Our findings regarding dietary changes were heterogeneous and do not allow for solid conclusions on how people exactly changed their diets. However, the common finding of weight gain implies that a large proportion of people increased their caloric intake and/or decreased their physical activity level, resulting in a positive energy balance. A systematic review of 41 studies during the first year of the pandemic highlighted increased food intake and increased snacking as common findings [4]. The heterogeneity in healthier and unhealthier eating that we observed is supported by findings of another recent systematic review [1].

It is well-known that the COVID-19 pandemic gave rise to increased levels of stress, anxiety and depression in the general population [2]. Our observation that participants with moderate to severe mental stress more often reported unhealthier and emotional eating is in accordance with the literature on the relationship between stress or emotions and eating behavior [25,26,27]. Also during the COVID-19 pandemic, stress increased the risk of overeating and weight gain [5]. Whilst in our study, stress levels were lower in S2 than in S1, both surveys indicated that a majority of people felt moderately or severely stressed by the pandemic. Of note is that mental stress demonstrated a significant association with weight gain in the Chi-square tests, but not in the logistic regression model. This suggests that mental stress had an impact on weight gain through inducing changes in dietary behavior, since nutrition-related variables did show an association with weight gain.

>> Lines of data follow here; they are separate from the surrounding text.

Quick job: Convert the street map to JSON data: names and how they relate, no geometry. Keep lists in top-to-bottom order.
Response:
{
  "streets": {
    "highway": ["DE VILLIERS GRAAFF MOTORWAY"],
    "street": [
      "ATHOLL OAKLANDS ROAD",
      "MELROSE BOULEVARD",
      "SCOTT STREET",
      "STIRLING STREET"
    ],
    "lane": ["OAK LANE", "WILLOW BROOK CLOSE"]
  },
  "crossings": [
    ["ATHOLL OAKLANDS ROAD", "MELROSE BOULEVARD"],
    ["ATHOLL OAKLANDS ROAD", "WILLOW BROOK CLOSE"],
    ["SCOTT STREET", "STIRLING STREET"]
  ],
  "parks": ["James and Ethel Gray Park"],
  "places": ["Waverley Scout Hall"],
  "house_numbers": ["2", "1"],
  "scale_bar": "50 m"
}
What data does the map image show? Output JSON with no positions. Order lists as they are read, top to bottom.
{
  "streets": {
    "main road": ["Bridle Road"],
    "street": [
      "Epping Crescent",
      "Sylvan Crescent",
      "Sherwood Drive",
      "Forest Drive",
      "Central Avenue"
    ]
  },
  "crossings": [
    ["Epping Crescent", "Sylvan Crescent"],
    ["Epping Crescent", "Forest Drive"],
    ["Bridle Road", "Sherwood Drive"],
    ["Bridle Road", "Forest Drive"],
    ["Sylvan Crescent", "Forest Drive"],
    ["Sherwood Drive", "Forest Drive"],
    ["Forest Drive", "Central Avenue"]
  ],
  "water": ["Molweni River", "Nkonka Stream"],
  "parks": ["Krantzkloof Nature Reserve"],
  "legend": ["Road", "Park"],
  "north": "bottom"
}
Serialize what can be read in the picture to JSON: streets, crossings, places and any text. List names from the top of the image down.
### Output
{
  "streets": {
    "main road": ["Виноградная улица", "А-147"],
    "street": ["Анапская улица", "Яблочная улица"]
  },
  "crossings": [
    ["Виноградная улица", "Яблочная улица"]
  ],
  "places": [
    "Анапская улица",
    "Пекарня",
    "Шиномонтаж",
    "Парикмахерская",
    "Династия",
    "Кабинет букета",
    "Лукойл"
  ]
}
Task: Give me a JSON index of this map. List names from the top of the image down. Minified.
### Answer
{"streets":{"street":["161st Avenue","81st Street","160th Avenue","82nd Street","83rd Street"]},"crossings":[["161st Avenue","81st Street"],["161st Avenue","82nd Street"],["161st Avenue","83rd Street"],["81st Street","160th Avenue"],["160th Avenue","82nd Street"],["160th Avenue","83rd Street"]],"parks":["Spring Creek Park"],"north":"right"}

This study comes with some limitations. The two surveys included independent samples, and thus, we could not test for longitudinal changes in the participants’ responses. Nevertheless, we were able to compare the two surveys in a valuable and meaningful way because both samples, with approximately 1,000 participants each, represented the general population of Germany. Another limitation is that all data were self-reported by the participants and most of the data were collected in a retrospective manner, introducing bias originating from the capacity to remember the situation before the pandemic. In addition, data on BMI was obtained by asking the participants about their current BMI, not pre-pandemic BMI. Ideally, the logistic regression model would have included pre-pandemic BMI. Also, bias introduced by the interest of the participants in the topic cannot be excluded. Finally, we did not take ethnicity into account [5, 28].

Conclusions

In conclusion, the adverse effects of the COVID-19 pandemic on the lifestyle and body weight of adults in Germany were of a long-lasting sort. According to our analysis, more than a third of the population gained weight, which was mirrored by reported reductions in physical activity and changes in dietary behavior. Considering the increased health risks of overweight and obesity, these findings ask for targeted strategies to better support those population subgroups that are most prone to unfavorable lifestyle changes when faced with severe disruptions of their everyday lives. Further follow-up studies are needed to determine whether these adverse sequelae of the COVID-19 pandemic are reversible.